Snap claims: “We are the world’s only travel service that gets better, the more popular it becomes.”
This “coach-firm-that-isn’t-a-coach firm” provides marginal journeys at marginal cost, chartering in spare capacity from local operators.
“The customer generally gets a better quality of service,” said the chief executive Thomas Ableman. “They get a coach and driver that do a lot of touring work, which scheduled coaches don’t.”
Snap provides for aggregated demand rather than predicted demand.
This it is at odds with the standard model for public transport in the UK and many other developed countries, where services are run regardless of take-up.
On the railways, the Department for Transport prescribes a level of service that train operators must provide; and rival coach firms such as Megabus and National Express publish a schedule and then try to sell enough seats to turn a profit.
These enterprises must run the service even if no-one is onboard. Besides the financial cost, the environmental damage is considerable.
Because Snap coaches run only when there is sufficient demand, it makes a relatively green form of travel, the bus, less harmful to the planet.
The start-up began with one pioneering route between London and Nottingham, with fares as low as £2 for 125 miles. The lowest fare has since increased to £5. The maximum is £17 – though, says Mr Ableman, this applies only on “a very busy day at a very busy – at such times, all other options are charging considerably more”.
In the first three months of 2019, Snap carried more than 500 passengers per day, on a network that connects London with Leicester, Nottingham, Bristol and Cardiff. It also runs from Oxford to Bristol and Birmingham.
The traveller’s experience relies on smartphones. Passengers register their interest in travelling on a particular route on a specific date.
Snap predicts demand from past form and will operate only services it is confident on filling.
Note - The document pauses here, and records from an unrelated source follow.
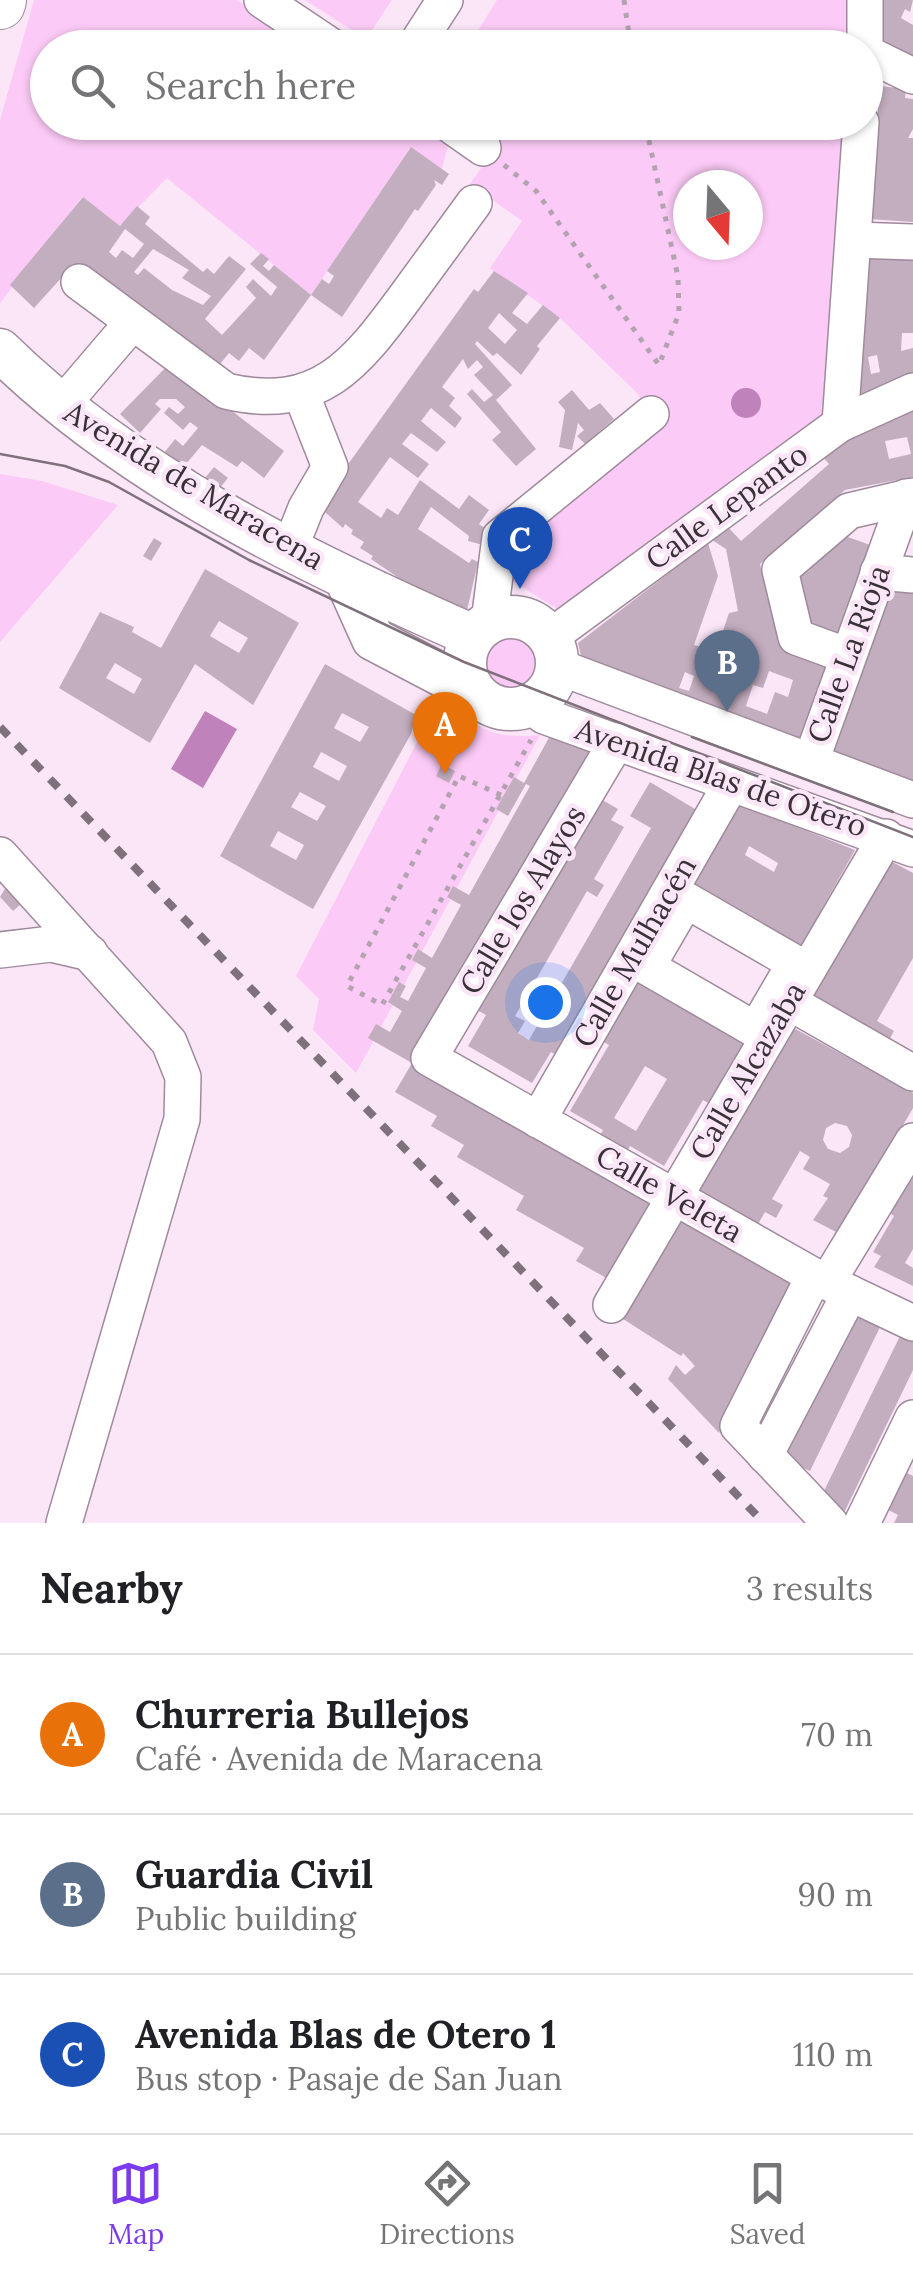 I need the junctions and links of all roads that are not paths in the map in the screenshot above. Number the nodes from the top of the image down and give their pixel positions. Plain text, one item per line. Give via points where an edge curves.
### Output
1 (262, 0) edge
2 (446, 0) edge
3 (866, 0) edge
4 (307, 30) edge
5 (426, 30) edge
6 (865, 30) edge
7 (883, 60) edge
8 (913, 76) edge
9 (472, 140) edge
10 (860, 140) edge
11 (483, 148) road end
12 (474, 203) dead end
13 (854, 240) junction
14 (913, 242) edge
15 (79, 282) dead end
16 (132, 323) junction
17 (0, 350) edge
18 (913, 391) edge
19 (301, 392) junction
20 (60, 406) junction
21 (651, 414) dead end
22 (840, 424) junction
23 (909, 497) edge
24 (290, 548) junction
25 (878, 572) junction
26 (913, 575) edge
27 (346, 578) junction
28 (481, 629) junction
29 (554, 652) junction
30 (848, 656) junction
31 (474, 692) junction
32 (537, 710) junction
33 (617, 741) junction
34 (811, 761) junction
35 (731, 784) junction
36 (913, 800) edge
37 (899, 843) edge
38 (0, 855) edge
39 (0, 950) edge
40 (90, 953) junction
41 (774, 1012) junction
42 (429, 1058) joint
43 (913, 1073) edge
44 (538, 1120) junction
45 (913, 1141) edge
46 (674, 1198) junction
47 (831, 1283) junction
48 (611, 1305) dead end
49 (913, 1323) edge
50 (908, 1440) edge
51 (766, 1455) junction
52 (64, 1523) edge
53 (830, 1523) edge
54 (862, 1523) edge

1 - 4 street
2 - 5 street
3 - 6 street
7 - 8 street
9 - 11 street
10 - 13 street
12 - 19 street via 362,356 332,381
13 - 14 street
13 - 22 street
15 - 16 street
16 - 19 street via 206,381 249,397
16 - 20 street
17 - 20 main road, Avenida de Maracena
18 - 22 street, Calle Lepanto
19 - 24 street via 330,467
20 - 24 main road, Avenida de Maracena
21 - 28 street via 500,538
22 - 29 street, Calle Lepanto
23 - 25 street, Calle La Rioja
23 - 30 street via 849,510 780,570 796,637
24 - 27 main road, Avenida de Maracena
25 - 26 street
25 - 30 street, Calle La Rioja
27 - 28 main road, Avenida de Maracena
27 - 31 main road, Avenida de Maracena via 372,639
28 - 29 main road via 509,616 528,620
28 - 31 main road via 464,662
29 - 32 main road
29 - 34 street, Avenida Blas de Otero
30 - 34 street, Calle La Rioja
31 - 32 main road via 498,708
32 - 33 street, Avenida Blas de Otero
33 - 35 street, Avenida Blas de Otero
33 - 42 street, Calle los Alayos
34 - 36 street, Avenida Blas de Otero
35 - 37 street, Avenida Blas de Otero
35 - 44 street, Calle Mulhacén
37 - 41 street, Calle Alcazaba
38 - 40 street
39 - 40 street via 51,944
40 - 52 street via 170,1042 183,1077 182,1119
41 - 41 street via 756,1030 647,967 686,900 795,963
41 - 43 street
41 - 46 street, Calle Alcazaba
42 - 44 street, Calle Veleta
44 - 46 street, Calle Veleta
45 - 47 street
46 - 47 street, Calle Veleta
46 - 48 street, Calle Alcazaba
47 - 49 street, Calle Veleta
47 - 51 street
47 - 51 street via 738,1426
50 - 54 street
51 - 53 street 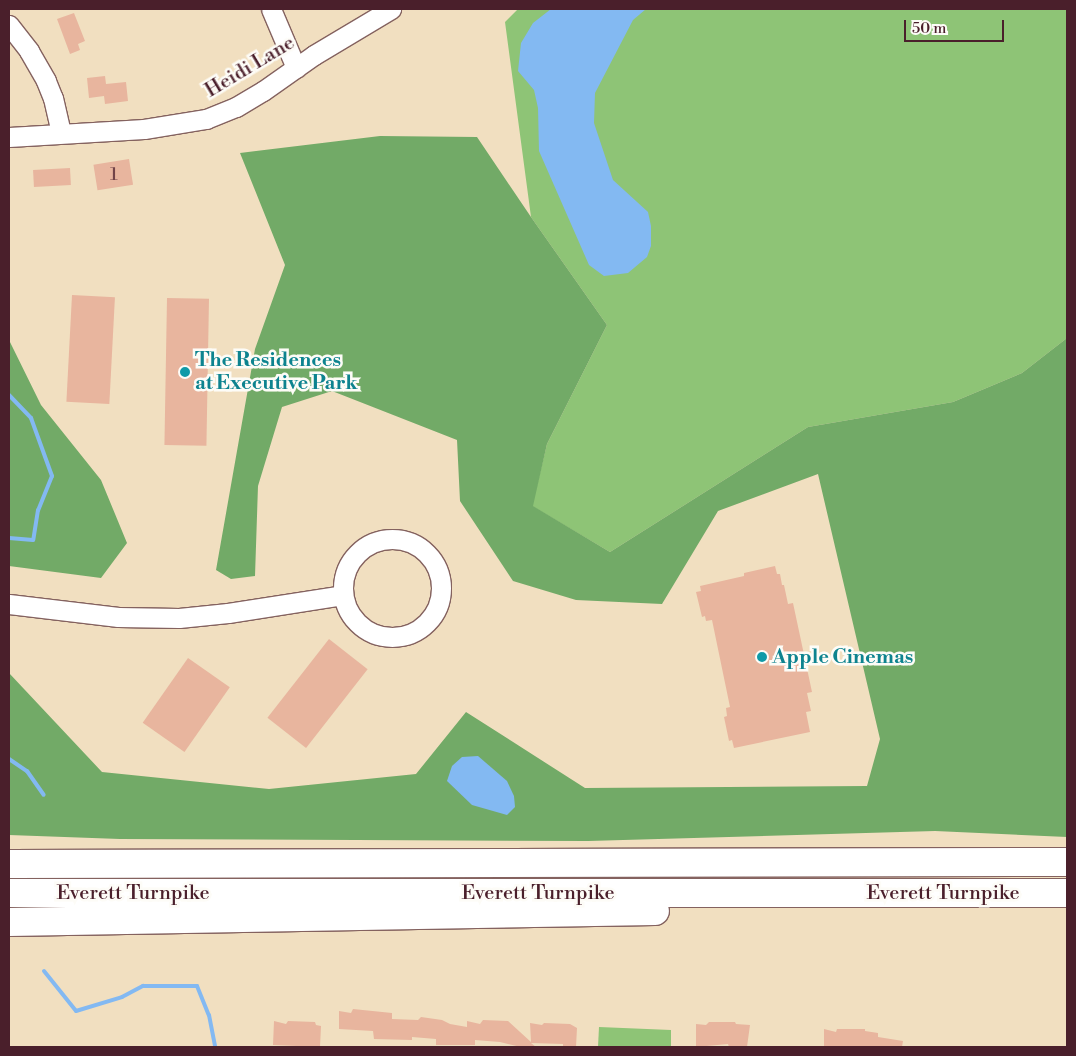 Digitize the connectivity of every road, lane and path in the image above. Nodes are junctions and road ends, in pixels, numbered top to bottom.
1 (271, 9) edge
2 (391, 9) edge
3 (9, 25) edge
4 (296, 68) junction
5 (61, 133) junction
6 (9, 137) edge
7 (344, 594) junction
8 (9, 604) edge
9 (1067, 862) edge
10 (9, 864) edge
11 (9, 893) edge
12 (1067, 893) edge
13 (819, 894) junction
14 (9, 922) edge

1 - 4 street
2 - 4 street, Heidi Lane
3 - 5 street
4 - 5 street, Heidi Lane
5 - 6 street, Heidi Lane
7 - 7 street
7 - 8 street
9 - 10 highway, Everett Turnpike
11 - 13 highway, Everett Turnpike
12 - 13 highway, Everett Turnpike
13 - 14 highway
On the Cardiff-London route, for example, only weekend services are currently running.
Once a booking is confirmed, the passenger can track the bus by smartphone as it approaches the stop. Many of the stops are in parts of cities not normally served by long-distance transport, such as the Clifton area of Bristol and Toton, at one end of Nottingham’s tram service.
From the perspective of a medium-sized coach firm, Snap is an appealing prospect. Like so much in travel, the fixed costs are extremely high: a smart, new bus can cost a quarter of a million pounds, and excise duty and insurance add thousands to the bill, whether the vehicle covers one mile or 100,000 during the course of a year.
The bread-and-butter of many coach firms is contract work, whether for local authorities or private companies. Snap offers incremental revenue with very little risk.
As the operation expands, route planning is based on aggregating travellers’ data to “crowdsource” new pick-up points.
Mr Ableman says: “We want to show that coach travel can be the best way to be an inter-city journey rather than just another National Express or Megabus.”
The Snap chief executive says that the operation could even transform hitch-hiking – by providing a cut-price option if no ordinary lift is forthcoming.
“There’s no reason why a hitch-hiker couldn’t flag down a coach digitally.”